Such an interferometer is known, in particular from French patent application 2 858 404 published on Feb. 4, 2005 in the name of the proprietor of the present patent application. It makes it possible to obtain simultaneously an image of a field in which there are light sources, together with spectral analysis of the light emitted by these sources. In particular, when it is combined with a telescope placed in front of the inlet to the spectrophotometer, it can be used for making space or terrestrial observations.
FIG. 1a shows an example of how the various optical elements can be arranged within such spectrophotometer. For reasons of clarity, the dimensions of the optical elements shown in the figure and the distances between the elements are not proportional to actual dimensions and distances. Furthermore, optical elements that are known to the person skilled in the art are not described in detail below. Indications are merely given concerning their use within the spectrophotometer.
As shown in FIG. 1a, a Fourier transform interferometer 3 is arranged to receive at its inlet a primary light beam F2 and to deliver at its output an intermediate light beam F7. By way of example, the primary beam F2 may originate from a source S that is to be observed and that is situated within the inlet field of the interferometer 3.
In a spectrophotometer for spatial or terrestrial observation, the source S is situated at a great distance from the spectrophotometer. The figure then shows only the direction in which said source S is situated. In the jargon of the person skilled in the art, the source S is said to be “situated at infinity”. An inlet optical unit 2, which may be of the telescope unit type, produces the primary beam F2 from an inlet light beam F1 emitted by the source S. The inlet optical unit 2 forms an image S′ of the source S. It should be understood that the operation principle described in detail herein for a source S situated at infinity can be transposed to a source S situated at a finite distance from the spectrophotometer.
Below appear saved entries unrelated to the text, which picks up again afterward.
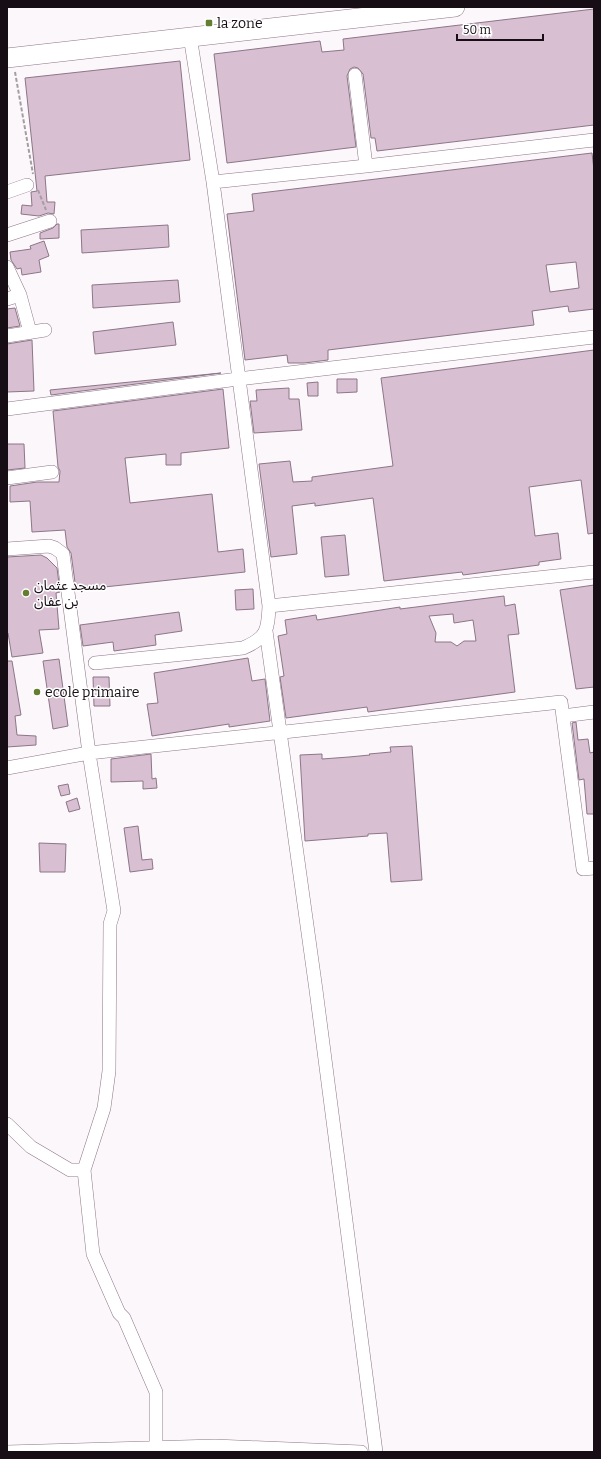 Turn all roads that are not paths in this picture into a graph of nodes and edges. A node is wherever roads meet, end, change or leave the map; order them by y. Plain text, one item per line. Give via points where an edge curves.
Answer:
1 (455, 7) edge
2 (190, 36) junction
3 (10, 57) edge
4 (355, 74) dead end
5 (594, 140) edge
6 (366, 166) junction
7 (32, 182) road end
8 (213, 182) junction
9 (7, 192) edge
10 (50, 221) road end
11 (7, 235) edge
12 (7, 267) edge
13 (20, 295) junction
14 (7, 299) edge
15 (45, 330) dead end
16 (30, 332) junction
17 (7, 336) edge
18 (594, 337) edge
19 (238, 379) junction
20 (7, 409) edge
21 (52, 472) dead end
22 (7, 478) edge
23 (7, 549) edge
24 (594, 572) edge
25 (269, 606) junction
26 (266, 631) junction
27 (95, 663) dead end
28 (594, 712) edge
29 (563, 716) junction
30 (281, 733) junction
31 (89, 753) junction
32 (7, 768) edge
33 (594, 868) edge
34 (7, 1124) edge
35 (84, 1170) junction
36 (156, 1448) junction
37 (7, 1452) edge
38 (361, 1452) edge
39 (376, 1452) edge

1 - 2 main road
2 - 3 main road
2 - 8 street
4 - 6 street
5 - 6 street
6 - 8 street
7 - 9 street
8 - 19 street
10 - 11 street
12 - 13 street
13 - 14 street
13 - 16 street
15 - 16 street
16 - 17 street
18 - 19 street
19 - 20 street
19 - 25 street
21 - 22 street
23 - 31 street via 50,546 63,554
24 - 25 street
25 - 26 street
26 - 27 street via 255,643 243,648
26 - 30 street
28 - 29 street
29 - 30 street via 561,702
29 - 33 street via 583,869
30 - 31 street
30 - 39 street
31 - 32 street
31 - 35 street via 114,911 110,924 109,1071 104,1108
34 - 35 street via 31,1147 70,1170
35 - 36 street via 93,1254 156,1392
36 - 37 street
36 - 38 street via 216,1446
How to perform such a transposition is well known and is not specific to the system described.
The Fourier transform interferometer 3 produces an interferogram of the light emitted by the source S. This interferogram extends along a direction D1 of variation in an optical path length difference that extends perpendicularly to the plane of FIG. 1a. 
The interferometer 3 may in particular be of the Michelson type. It then comprises:
a splitter device 31 that splits the intensity of the primary beam F2 into two secondary beams F3 and F4 propagating in respective directions D0′ and D0. D0 may be the direction along which the primary beam F2 enters the interferometer 3, while D0′ is conjugate relative to direction D0 by the splitter device 31. By way of example, the splitter device 31 may comprise a planar semi-reflective plate disposed in a plane containing direction D1 and extending at 45° relative to direction D0;
two mirrors 32 and 33 disposed respectively to reflect the secondary beams F3 and F4 so as to form first and second reflected secondary beams F5 and F6; and
a combiner device disposed to combine the reflected secondary beams F5 and F6 so as to form the intermediate beam F7. In known manner for Michelson type interferometers, the splitter device 31 also performs the function of combining the reflected secondary beams F5 and F6.
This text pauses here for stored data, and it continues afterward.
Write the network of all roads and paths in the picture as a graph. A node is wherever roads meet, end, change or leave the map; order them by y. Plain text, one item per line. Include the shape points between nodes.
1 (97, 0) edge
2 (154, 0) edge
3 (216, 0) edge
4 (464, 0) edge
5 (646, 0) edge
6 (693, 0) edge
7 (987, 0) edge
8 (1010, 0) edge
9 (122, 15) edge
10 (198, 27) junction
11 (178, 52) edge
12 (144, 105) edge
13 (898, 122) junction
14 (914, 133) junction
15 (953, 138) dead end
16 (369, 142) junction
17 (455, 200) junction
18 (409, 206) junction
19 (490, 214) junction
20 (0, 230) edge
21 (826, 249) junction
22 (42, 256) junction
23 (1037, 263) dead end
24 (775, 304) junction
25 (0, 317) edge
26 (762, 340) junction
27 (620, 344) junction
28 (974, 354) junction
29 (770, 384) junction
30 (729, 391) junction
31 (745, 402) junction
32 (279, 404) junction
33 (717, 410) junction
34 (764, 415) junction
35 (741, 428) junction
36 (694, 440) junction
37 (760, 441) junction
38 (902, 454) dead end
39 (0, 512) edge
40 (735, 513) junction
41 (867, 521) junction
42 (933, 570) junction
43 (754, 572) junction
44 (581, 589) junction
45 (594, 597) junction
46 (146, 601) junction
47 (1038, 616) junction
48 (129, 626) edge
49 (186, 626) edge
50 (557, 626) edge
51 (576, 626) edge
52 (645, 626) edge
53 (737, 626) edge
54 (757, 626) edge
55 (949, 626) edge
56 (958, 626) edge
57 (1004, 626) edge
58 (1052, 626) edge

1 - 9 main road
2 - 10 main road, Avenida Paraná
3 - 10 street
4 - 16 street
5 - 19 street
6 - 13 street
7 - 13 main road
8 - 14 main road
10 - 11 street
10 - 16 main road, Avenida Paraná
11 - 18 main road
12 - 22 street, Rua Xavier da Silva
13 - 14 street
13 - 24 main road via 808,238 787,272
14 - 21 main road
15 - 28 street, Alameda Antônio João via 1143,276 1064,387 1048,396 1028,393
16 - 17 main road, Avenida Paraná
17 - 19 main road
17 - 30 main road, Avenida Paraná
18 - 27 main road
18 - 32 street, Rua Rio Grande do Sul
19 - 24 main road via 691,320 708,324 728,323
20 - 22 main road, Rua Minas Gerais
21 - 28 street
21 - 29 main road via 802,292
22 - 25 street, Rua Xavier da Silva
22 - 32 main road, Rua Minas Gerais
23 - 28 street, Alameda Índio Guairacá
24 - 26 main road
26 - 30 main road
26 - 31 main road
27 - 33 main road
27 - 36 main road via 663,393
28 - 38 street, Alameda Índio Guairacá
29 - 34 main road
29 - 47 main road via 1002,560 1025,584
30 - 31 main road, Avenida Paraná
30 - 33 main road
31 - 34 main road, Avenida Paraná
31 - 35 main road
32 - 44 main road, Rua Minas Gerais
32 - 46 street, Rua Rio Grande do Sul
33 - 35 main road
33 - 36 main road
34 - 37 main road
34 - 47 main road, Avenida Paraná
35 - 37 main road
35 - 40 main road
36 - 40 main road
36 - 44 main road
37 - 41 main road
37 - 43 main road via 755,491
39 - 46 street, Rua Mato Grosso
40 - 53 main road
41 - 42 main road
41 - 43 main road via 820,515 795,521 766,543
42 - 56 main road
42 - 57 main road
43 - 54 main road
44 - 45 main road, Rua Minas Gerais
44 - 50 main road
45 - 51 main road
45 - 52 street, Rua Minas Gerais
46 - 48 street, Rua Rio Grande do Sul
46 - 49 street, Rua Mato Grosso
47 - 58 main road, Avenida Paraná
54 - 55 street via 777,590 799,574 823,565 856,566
In FIG. 1a, for reasons of clarity, the beams F3-F6 are represented solely by their respective propagation directions.
Mirrors 32 and 33 may both be planar mirrors. Each exhibits a determined angle respectively relative to the propagation directions of the secondary beams F3 and F4. Mirror 32 is perpendicular to direction D0′, and mirror 33 may be titled about an axis B-B that is perpendicular to directions D0 and D1. The tilt-angle of mirror 33 lies, for example, in the range 0.2° to 5°.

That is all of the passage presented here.